(Stored data)

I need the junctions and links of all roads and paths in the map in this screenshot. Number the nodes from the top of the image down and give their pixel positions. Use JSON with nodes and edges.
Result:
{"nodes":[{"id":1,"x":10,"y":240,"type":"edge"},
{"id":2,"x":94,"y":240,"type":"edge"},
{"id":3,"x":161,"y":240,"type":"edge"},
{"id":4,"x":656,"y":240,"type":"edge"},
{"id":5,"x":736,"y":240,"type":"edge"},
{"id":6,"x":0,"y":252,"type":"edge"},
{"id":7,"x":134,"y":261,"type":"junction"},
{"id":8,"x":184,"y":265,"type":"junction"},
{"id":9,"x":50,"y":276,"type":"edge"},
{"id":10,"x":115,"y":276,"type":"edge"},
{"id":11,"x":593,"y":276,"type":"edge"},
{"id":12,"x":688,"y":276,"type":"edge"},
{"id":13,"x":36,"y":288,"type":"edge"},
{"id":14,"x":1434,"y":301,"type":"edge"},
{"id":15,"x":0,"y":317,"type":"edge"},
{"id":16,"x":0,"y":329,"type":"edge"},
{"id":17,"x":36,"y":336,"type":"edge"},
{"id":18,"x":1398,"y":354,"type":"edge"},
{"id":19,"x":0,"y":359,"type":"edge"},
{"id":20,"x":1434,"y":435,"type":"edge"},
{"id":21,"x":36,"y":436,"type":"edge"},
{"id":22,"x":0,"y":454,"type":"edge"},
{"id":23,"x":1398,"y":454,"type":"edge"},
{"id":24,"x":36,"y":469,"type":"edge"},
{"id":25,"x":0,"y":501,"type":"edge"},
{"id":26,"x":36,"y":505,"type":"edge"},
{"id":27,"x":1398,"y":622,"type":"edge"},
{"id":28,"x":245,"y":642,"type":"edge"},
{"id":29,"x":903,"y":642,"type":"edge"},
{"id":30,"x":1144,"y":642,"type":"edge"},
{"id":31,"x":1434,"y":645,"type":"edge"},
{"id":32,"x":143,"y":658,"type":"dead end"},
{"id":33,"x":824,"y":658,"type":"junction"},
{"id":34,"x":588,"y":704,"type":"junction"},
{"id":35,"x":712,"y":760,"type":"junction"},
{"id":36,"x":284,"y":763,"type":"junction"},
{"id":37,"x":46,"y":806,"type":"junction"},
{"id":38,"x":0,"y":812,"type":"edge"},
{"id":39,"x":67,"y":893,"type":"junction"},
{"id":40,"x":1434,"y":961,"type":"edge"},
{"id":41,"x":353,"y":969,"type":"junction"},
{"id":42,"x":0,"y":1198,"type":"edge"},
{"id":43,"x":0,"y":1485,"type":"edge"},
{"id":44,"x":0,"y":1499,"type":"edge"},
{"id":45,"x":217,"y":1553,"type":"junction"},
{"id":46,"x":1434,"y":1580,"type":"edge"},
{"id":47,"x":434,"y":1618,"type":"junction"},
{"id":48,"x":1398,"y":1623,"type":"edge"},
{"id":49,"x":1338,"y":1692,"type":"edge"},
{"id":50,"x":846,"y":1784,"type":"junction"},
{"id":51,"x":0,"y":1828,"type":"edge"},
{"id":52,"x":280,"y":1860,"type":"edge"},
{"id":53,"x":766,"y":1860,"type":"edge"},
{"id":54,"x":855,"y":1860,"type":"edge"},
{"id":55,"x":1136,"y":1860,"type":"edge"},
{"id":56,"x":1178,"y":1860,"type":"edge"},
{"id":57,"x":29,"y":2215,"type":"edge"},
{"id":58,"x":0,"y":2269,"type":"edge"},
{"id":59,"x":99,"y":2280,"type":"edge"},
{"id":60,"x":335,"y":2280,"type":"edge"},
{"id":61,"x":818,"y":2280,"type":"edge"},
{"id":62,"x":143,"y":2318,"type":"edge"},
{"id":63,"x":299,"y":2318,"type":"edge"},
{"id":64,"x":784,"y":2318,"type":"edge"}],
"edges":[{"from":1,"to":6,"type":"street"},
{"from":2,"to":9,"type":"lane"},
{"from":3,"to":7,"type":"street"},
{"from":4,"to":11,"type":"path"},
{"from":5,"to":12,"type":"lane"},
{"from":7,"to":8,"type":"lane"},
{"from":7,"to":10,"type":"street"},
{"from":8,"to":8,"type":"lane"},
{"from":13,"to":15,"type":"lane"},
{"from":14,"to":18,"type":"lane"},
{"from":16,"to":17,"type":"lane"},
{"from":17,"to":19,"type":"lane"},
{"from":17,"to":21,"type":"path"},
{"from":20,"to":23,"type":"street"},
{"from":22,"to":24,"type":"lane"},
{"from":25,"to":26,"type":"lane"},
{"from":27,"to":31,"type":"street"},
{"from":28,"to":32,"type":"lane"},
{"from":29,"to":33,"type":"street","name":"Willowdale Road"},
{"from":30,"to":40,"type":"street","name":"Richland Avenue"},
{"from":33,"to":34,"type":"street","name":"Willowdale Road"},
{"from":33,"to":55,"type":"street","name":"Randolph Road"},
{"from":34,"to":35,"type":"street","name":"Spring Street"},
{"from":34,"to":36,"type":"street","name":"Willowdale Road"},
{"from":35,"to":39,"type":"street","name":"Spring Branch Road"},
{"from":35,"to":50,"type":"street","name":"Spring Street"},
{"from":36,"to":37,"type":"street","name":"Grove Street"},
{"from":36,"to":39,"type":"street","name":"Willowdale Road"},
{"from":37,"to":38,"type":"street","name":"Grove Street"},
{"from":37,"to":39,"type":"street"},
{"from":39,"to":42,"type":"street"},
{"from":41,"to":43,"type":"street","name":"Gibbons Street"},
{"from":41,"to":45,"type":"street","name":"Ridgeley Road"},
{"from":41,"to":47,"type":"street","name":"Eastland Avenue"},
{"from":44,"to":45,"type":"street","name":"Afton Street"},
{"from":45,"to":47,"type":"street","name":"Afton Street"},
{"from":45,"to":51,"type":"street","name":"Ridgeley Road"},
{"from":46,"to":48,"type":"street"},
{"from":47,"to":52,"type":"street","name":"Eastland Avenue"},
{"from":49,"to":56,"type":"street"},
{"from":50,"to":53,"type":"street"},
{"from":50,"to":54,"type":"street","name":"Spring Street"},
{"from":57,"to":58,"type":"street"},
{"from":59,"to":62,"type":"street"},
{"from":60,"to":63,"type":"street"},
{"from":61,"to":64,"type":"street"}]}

> **Work to be completed**
For the records above, state how many lines contain "Grove". Add nothing to the number.

> **Response box**
2